Details

Impulsgenerator

Man kann mit einfachen Mitteln einen Impulsgenerator bauen, dessen Pulsbreite nur wenig über 1ns liegt und mit Flanken aufwarten kann, deren Anstiegszeiten bei ca. 50kV/µs liegt.

Dazu können durchaus gewöhnliche Niederfrequenztransistoren eingesetzt werden (hier ein bekannter 2N2222). Die Transistoren arbeiten im Lawinenbetrieb, was nicht bei jedem Transistor möglich ist.

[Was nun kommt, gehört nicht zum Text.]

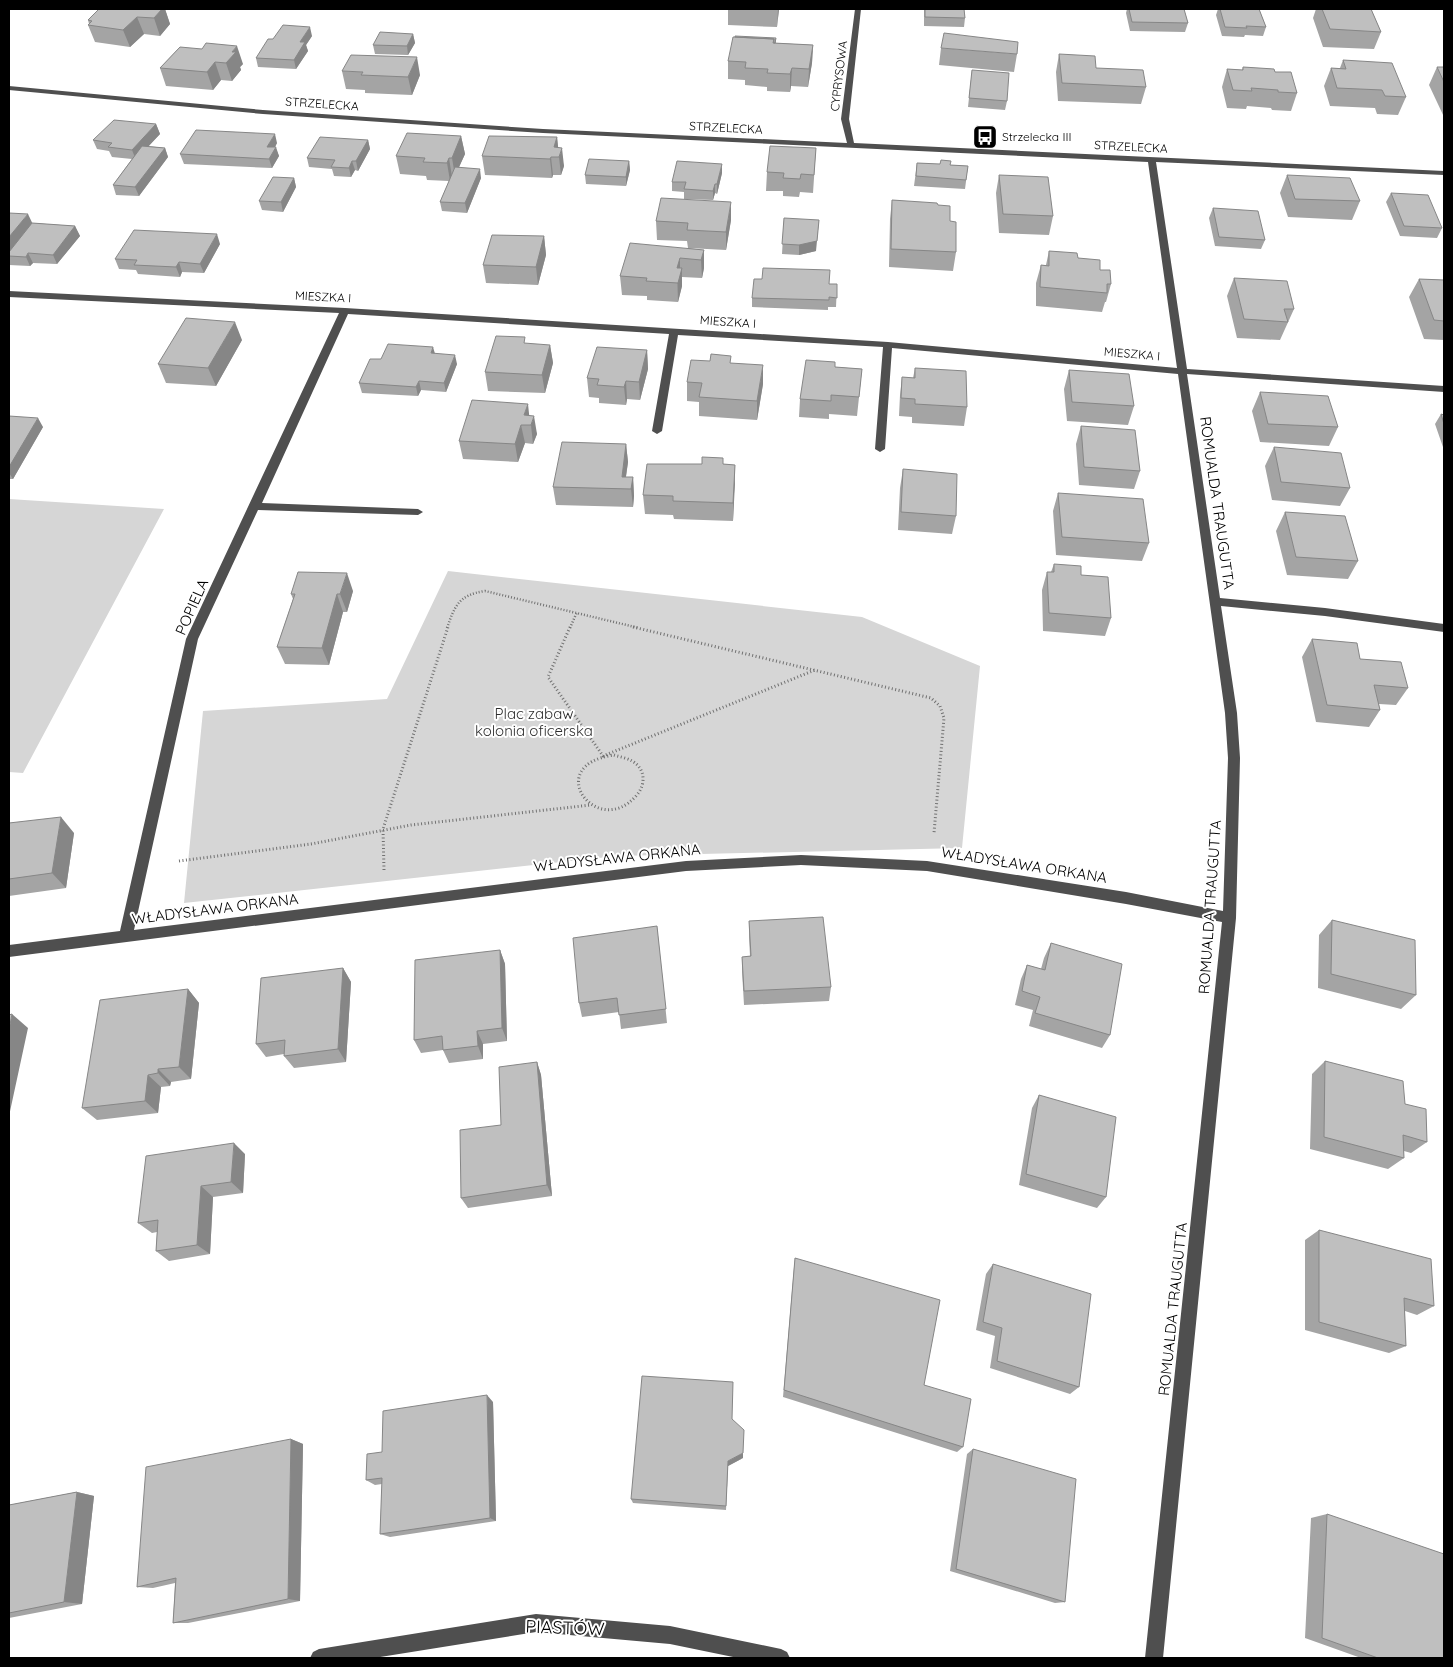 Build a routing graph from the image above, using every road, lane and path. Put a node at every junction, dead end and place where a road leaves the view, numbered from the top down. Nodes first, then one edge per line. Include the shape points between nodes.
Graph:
1 (858, 9) edge
2 (9, 88) edge
3 (851, 145) junction
4 (1152, 159) junction
5 (1444, 173) edge
6 (9, 294) edge
7 (345, 311) junction
8 (674, 331) junction
9 (888, 345) junction
10 (1181, 371) junction
11 (1444, 389) edge
12 (658, 430) dead end
13 (880, 449) dead end
14 (255, 506) junction
15 (418, 512) dead end
16 (1215, 601) junction
17 (577, 612) junction
18 (1444, 628) edge
19 (816, 670) junction
20 (603, 756) junction
21 (591, 805) junction
22 (383, 829) junction
23 (933, 838) dead end
24 (183, 861) dead end
25 (384, 905) junction
26 (1228, 918) junction
27 (126, 936) junction
28 (9, 951) edge
29 (319, 1658) edge
30 (781, 1658) edge
31 (1154, 1658) edge

1 - 3 street, CYPRYSOWA via 845,119
2 - 3 street, STRZELECKA via 282,113 543,131
3 - 4 street, STRZELECKA
4 - 5 street, STRZELECKA
4 - 10 street, ROMUALDA TRAUGUTTA
6 - 7 street, MIESZKA I
7 - 8 street, MIESZKA I
7 - 14 street, POPIELA
8 - 9 street, MIESZKA I
8 - 12 street
9 - 10 street, MIESZKA I
9 - 13 street
10 - 11 street, MIESZKA I
10 - 16 street, ROMUALDA TRAUGUTTA
14 - 15 street
14 - 27 street, POPIELA via 192,639
16 - 18 street
16 - 26 street, ROMUALDA TRAUGUTTA via 1234,758
17 - 19 path
17 - 20 path via 548,678
17 - 22 path via 485,591 468,595 456,604
19 - 20 path
19 - 23 path via 931,698 940,706 944,718
20 - 21 path via 592,760 579,774 579,791
20 - 21 path via 614,755 634,761 645,776 645,785 641,794 623,807 612,809
21 - 22 path
22 - 24 path via 311,844
22 - 25 path
25 - 26 street, WŁADYSŁAWA ORKANA via 686,866 801,860 927,866
25 - 27 street, WŁADYSŁAWA ORKANA
26 - 31 street, ROMUALDA TRAUGUTTA
27 - 28 street, WŁADYSŁAWA ORKANA
29 - 30 street, PIASTÓW via 536,1623 670,1635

Der für die Impulserzeugung verantwortliche Transistor wird mit einer Spannung zwischen Kollektor und Emitter beaufschlagt, welche sehr nahe an einen Spannungsdurchburch kommt. Hier sind es rund 110V. Die Basis liegt im Ruhebetrieb an Masse (47µH Spule und 2,2kR-Widerstand). In diesem Modus sperrt gerade noch der 2N2222.

 

alt

Wird jedoch am Triggereingang ein Signal angelegt, erhält der 2N2222 an seiner Basis für eine kurze Zeit eine positive Spannung: Der Transistor bricht durch.

Damit der Transistor keinen Schaden nimmt, ist zwischen der 110V Spannungsquelle und seinem Kollektor eine Konstantstromquelle (BC556B, BF421) zwischengeschaltet. Diese lädt die beiden Kondensatoren (22pF) auf. Sobald der Transistor durchbricht, steht nahezu schlagartig die Energie aus den beiden 22pF-Kondensatoren am Ausgang zur Verfügung (ungefähr die halbe Spannung [<50V], aufgrund der vorgenommenen einfachen Impedanzanpassung mittels 4 x 100R-Widerständen).

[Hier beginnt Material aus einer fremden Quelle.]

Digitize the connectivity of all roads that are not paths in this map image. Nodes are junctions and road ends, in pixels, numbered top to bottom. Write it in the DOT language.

Hier ein Beispiel der verfügbaren Ausgangsspannung. Dazu wurde ein 20dB Dämpfungsglied zwischengeschaltet (20dB -> Spannungsteilung von 10:1; Damit sind die Spannungswerte am Oszillograph um den Faktor 10 geringer als am Ausgang des Impulsgenerators)

alt

 


Liegt am Triggereingang ein 1MHz Rechtecksignal an, so sind im Spektrum des Ausgangssignals im Abstand von 1MHz Frequenzlinien vorhanden. Nachfolgend beispielhaft eine Messung im UKW-Band

alt

 


Impulsbreite reduzieren

Durch die Nutzung eines kleines Stück Koaxialleitung als kurzgeschlossene Stichleitung lässt sich gezielt die Impulsbreite begrenzen.

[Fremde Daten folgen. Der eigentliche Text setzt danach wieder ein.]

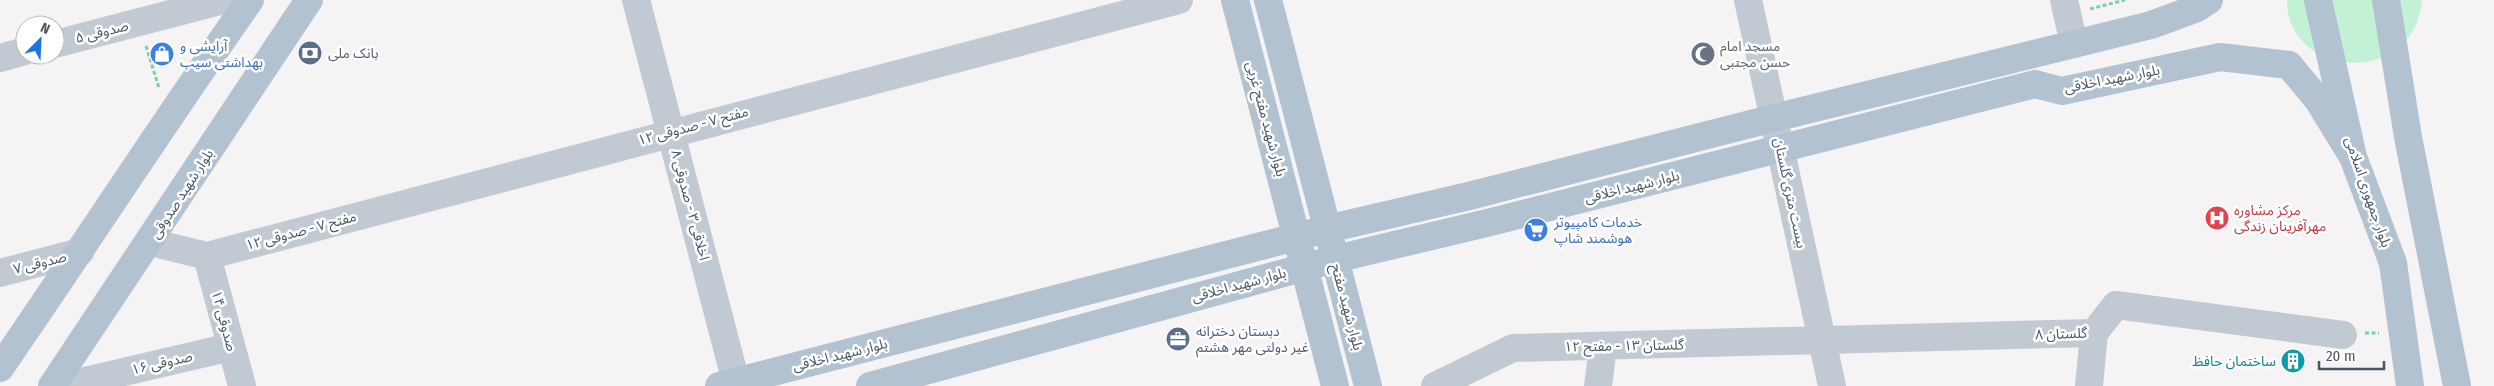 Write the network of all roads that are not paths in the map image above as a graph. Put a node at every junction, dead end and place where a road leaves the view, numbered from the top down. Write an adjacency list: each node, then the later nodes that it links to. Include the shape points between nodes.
1 (224, 0): 13 (street, صدوقی ۵)
2 (250, 0): 27 (main road, via 168,117)
3 (309, 0): 26 (main road, بلوار شهید صدوقی)
4 (636, 0): 19 (street, اخلاقی ۳ - صدوقی ۸)
5 (1179, 0): 19 (street, مفتح ۷ - صدوقی ۱۲)
6 (1235, 0): 23 (main road, بلوار شهید مفتح غربی)
7 (1268, 0): 22 (main road)
8 (1748, 0): 18 (street, بیست متری گلستان)
9 (2209, 0): 15 (main road, بلوار شهید اخلاقی, via 2197,8 2151,25)
10 (2318, 0): 21 (main road, بلوار جمهوری اسلامی)
11 (2386, 0): 52 (main road, via 2408,136)
12 (2065, 7): 15 (street)
13 (144, 14): 14 (street, صدوقی ۵)
14 (65, 41)
15 (2074, 44): 18 (main road, بلوار شهید اخلاقی)
16 (15, 54): 17 (street)
17 (0, 58)
18 (1774, 118): 20 (street, بیست متری گلستان); 24 (main road, بلوار شهید اخلاقی)
19 (671, 132): 28 (street, مفتح ۷ - صدوقی ۱۲); 40 (street, اخلاقی ۳ - صدوقی ۸)
20 (1781, 149): 21 (main road, بلوار شهید اخلاقی, via 2035,84 2062,91 2220,58 2289,65 2318,100); 29 (main road, بلوار شهید اخلاقی); 36 (street, بیست متری گلستان)
21 (2353, 157): 51 (main road, بلوار جمهوری اسلامی, via 2393,263)
22 (1316, 184): 23 (main road, via 1306,191); 24 (main road)
23 (1285, 191): 25 (main road, بلوار شهید مفتح غربی)
24 (1327, 229): 25 (main road, بلوار شهید اخلاقی); 29 (main road, بلوار شهید مفتح)
25 (1297, 238): 30 (main road); 40 (main road, بلوار شهید اخلاقی)
26 (150, 242): 28 (street); 41 (main road, بلوار شهید صدوقی)
27 (80, 252): 31 (street, صدوقی ۷); 39 (main road)
28 (207, 256): 37 (street, صدوقی ۱۴)
29 (1335, 259): 30 (main road, بلوار شهید اخلاقی); 32 (main road, بلوار شهید مفتح)
30 (1305, 267): 33 (main road); 44 (main road, بلوار شهید اخلاقی)
31 (0, 273)
32 (1346, 302): 33 (main road, via 1333,299 1324,302); 46 (main road, بلوار شهید مفتح)
33 (1316, 312): 45 (main road)
34 (2094, 333): 35 (street, گلستان ۸, via 2116,305); 36 (street, گلستان ۸); 50 (street)
35 (2343, 335)
36 (1823, 341): 38 (street, گلستان ۱۳ - مفتح ۱۲); 49 (street, بیست متری گلستان)
37 (231, 347): 42 (street, صدوقی ۱۶); 43 (street, صدوقی ۱۴)
38 (1603, 347): 47 (street, گلستان ۱۳ - مفتح ۱۲, via 1513,348); 48 (street)
39 (0, 368)
40 (727, 384)
41 (52, 386)
42 (64, 386)
43 (242, 386)
44 (870, 386)
45 (1335, 386)
46 (1368, 386)
47 (1435, 386)
48 (1598, 386)
49 (1832, 386)
50 (2090, 386)
51 (2410, 386)
52 (2457, 386)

Die nachfolgende Schaltung zeigt diese Möglichkeit.

alt

 

Ist S3 geschlossen so wird die Welle beim Austritt aus der Koaxialleitung mit umgekehrter Polarität reflektiert (r=-1; Phasendrehung von 180°). Diese reflektierte Welle tritt nach kurzer Zeit (t≈[2xl]/[cx0,66]) wieder am Einkoppelpunkt (hier 3 x 18R-Widerstände) auf. Da sie nun eine invertierte Polarität besitzt wird die vom Imuplsgenerator eintreffende Welle mehr oder weniger eliminiert.

Die Koaxialleitung (Verkürzungsfaktor ca. 0,66) hatte die Länge von ca. 10cm:

t=[2 x 0,1m]/[300*10E6m/s x 0,66] =1,01ns

alt

 

Damit ist die Impulsbreite auf 1ns begrenzt worden. Im nachfolgenden Oszillogramm erkannt man, dass nun auch die fallende Flanke recht schnell erfolgt, was der oben beschriebenen Maßnahme entstammt.